WORK REQUIRED: Do any lines in the data below contain "road"? If so, copy every one of them.

DATASET ENTRIES:
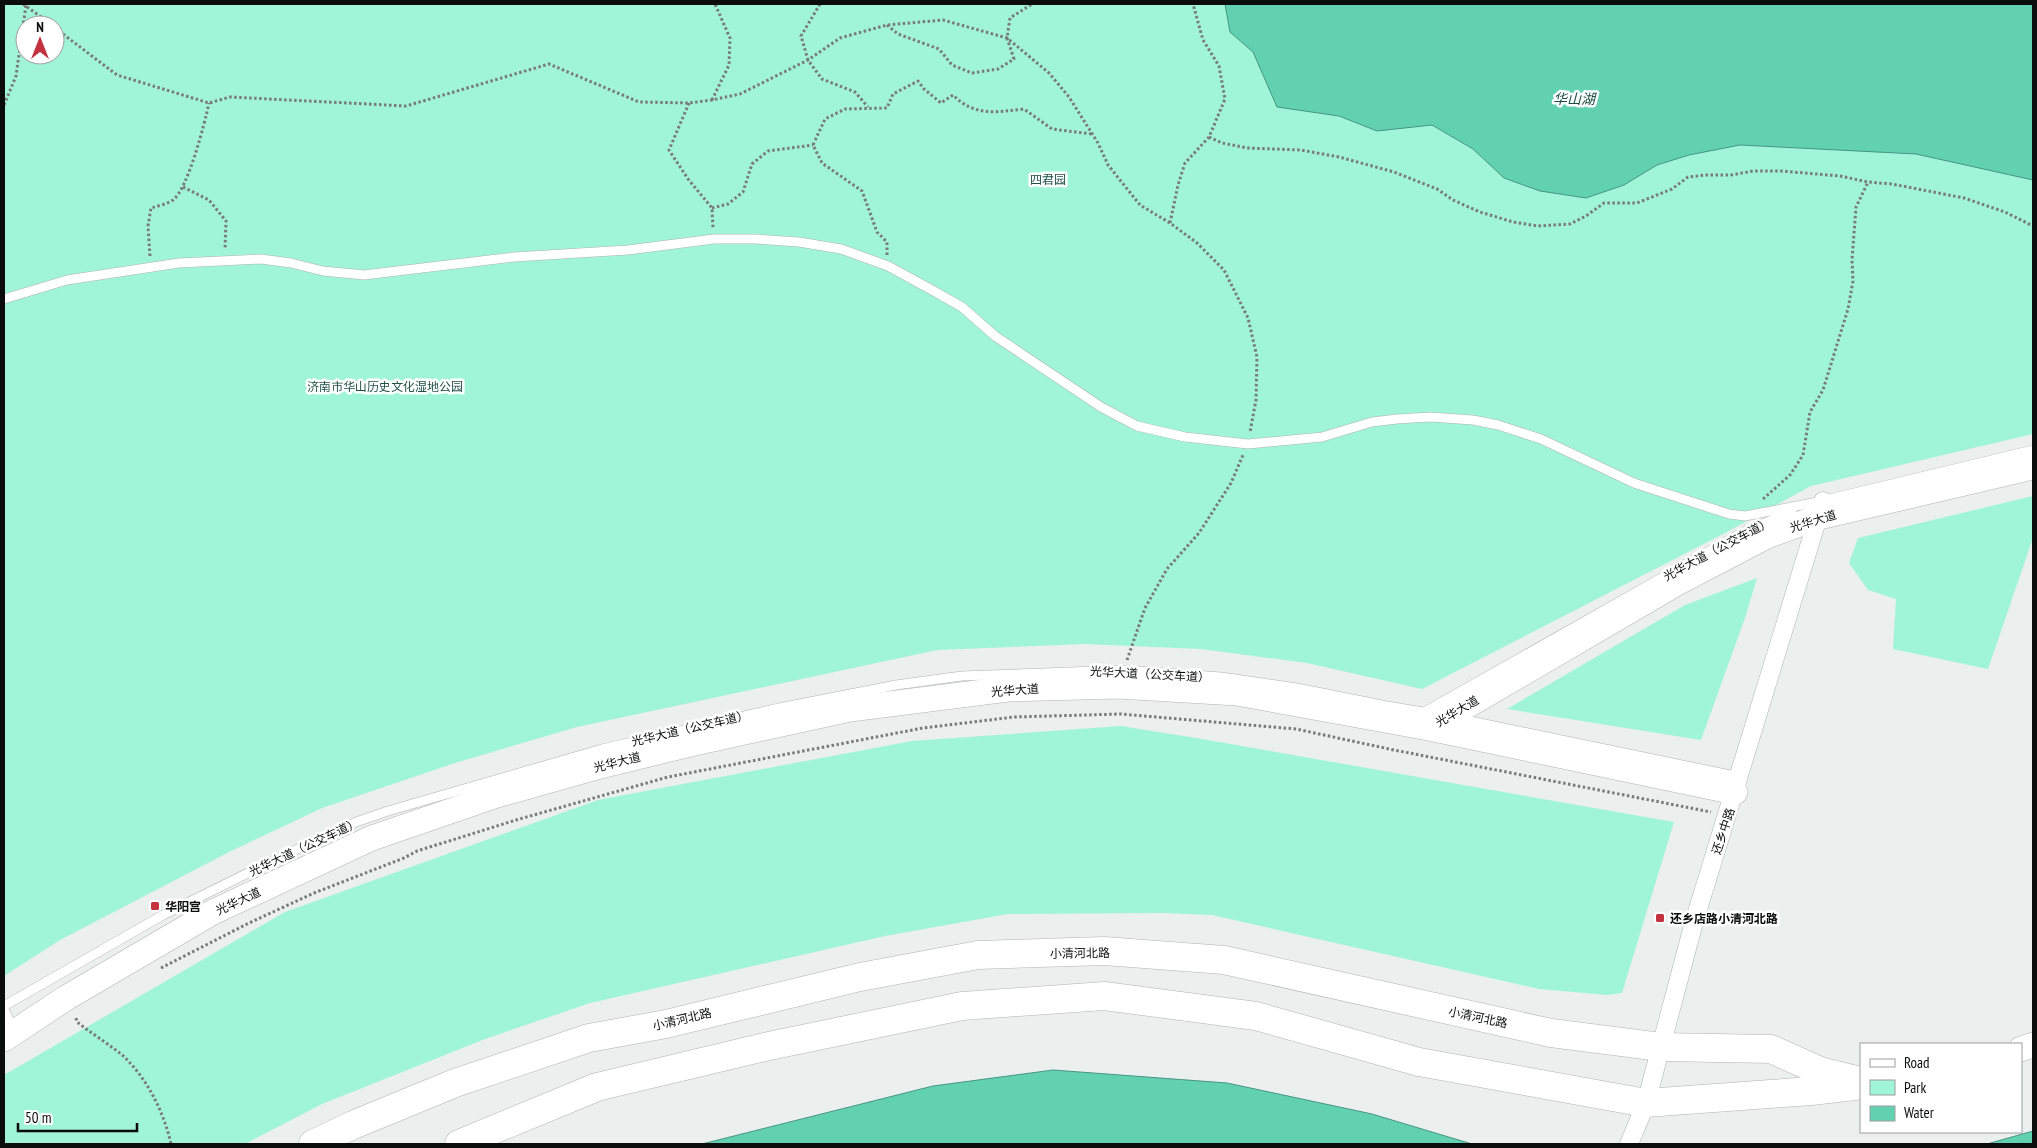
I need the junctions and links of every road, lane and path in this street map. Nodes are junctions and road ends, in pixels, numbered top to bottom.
1 (24, 4) edge
2 (715, 4) edge
3 (820, 4) edge
4 (1032, 4) edge
5 (1193, 4) edge
6 (39, 15) edge
7 (887, 25) junction
8 (65, 36) edge
9 (1007, 38) junction
10 (808, 60) junction
11 (712, 100) junction
12 (209, 103) junction
13 (689, 103) junction
14 (4, 105) edge
15 (868, 107) junction
16 (1092, 134) junction
17 (1209, 137) junction
18 (813, 145) junction
19 (1868, 182) junction
20 (183, 187) junction
21 (712, 208) junction
22 (1170, 223) junction
23 (2033, 226) edge
24 (714, 239) junction
25 (225, 261) junction
26 (888, 266) junction
27 (151, 267) junction
28 (4, 300) edge
29 (1248, 444) junction
30 (2033, 450) edge
31 (2033, 467) edge
32 (1821, 509) junction
33 (1745, 516) junction
34 (1124, 670) junction
35 (1434, 719) junction
36 (1734, 795) junction
37 (156, 970) dead end
38 (4, 1008) edge
39 (84, 1013) dead end
40 (76, 1018) junction
41 (67, 1023) dead end
42 (9, 1035) edge
43 (1661, 1047) junction
44 (1860, 1081) edge
45 (1860, 1086) edge
46 (1646, 1103) junction
47 (171, 1144) edge
48 (313, 1144) edge
49 (459, 1144) edge
50 (1630, 1144) edge

1 - 6 path
1 - 14 path
2 - 11 path
3 - 10 path
4 - 9 path
5 - 17 path
7 - 9 path
7 - 9 path
7 - 10 path
8 - 12 path
9 - 16 path
10 - 11 path
10 - 15 path
11 - 13 path
12 - 13 path
12 - 20 path
13 - 21 path
15 - 16 path
15 - 18 path
16 - 22 path
17 - 19 path
17 - 22 path
18 - 21 path
18 - 26 path
19 - 23 path
19 - 33 path
20 - 25 path
20 - 27 path
21 - 24 path
22 - 29 path
24 - 25 lane
24 - 26 lane
25 - 27 lane
26 - 29 lane
27 - 28 lane
29 - 33 lane
29 - 34 path
30 - 32 lane
31 - 32 main road, 光华大道
32 - 33 lane
32 - 35 main road, 光华大道
32 - 36 street, 还乡中路
34 - 35 lane, 光华大道（公交车道）
34 - 38 lane, 光华大道（公交车道）
35 - 36 main road
35 - 42 main road, 光华大道
36 - 37 path
36 - 43 street, 还乡中路
38 - 42 lane
39 - 40 path
40 - 41 path
40 - 47 path
43 - 44 main road, 小清河北路
43 - 46 street, 还乡中路
43 - 48 main road, 小清河北路
45 - 46 main road
46 - 49 main road
46 - 50 street, 还乡中路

TASK RESULT:
I need the junctions and links of every road, lane and path in this street map. Nodes are junctions and road ends, in pixels, numbered top to bottom.
31 - 32 main road, 光华大道
32 - 35 main road, 光华大道
35 - 36 main road
35 - 42 main road, 光华大道
43 - 44 main road, 小清河北路
43 - 48 main road, 小清河北路
45 - 46 main road
46 - 49 main road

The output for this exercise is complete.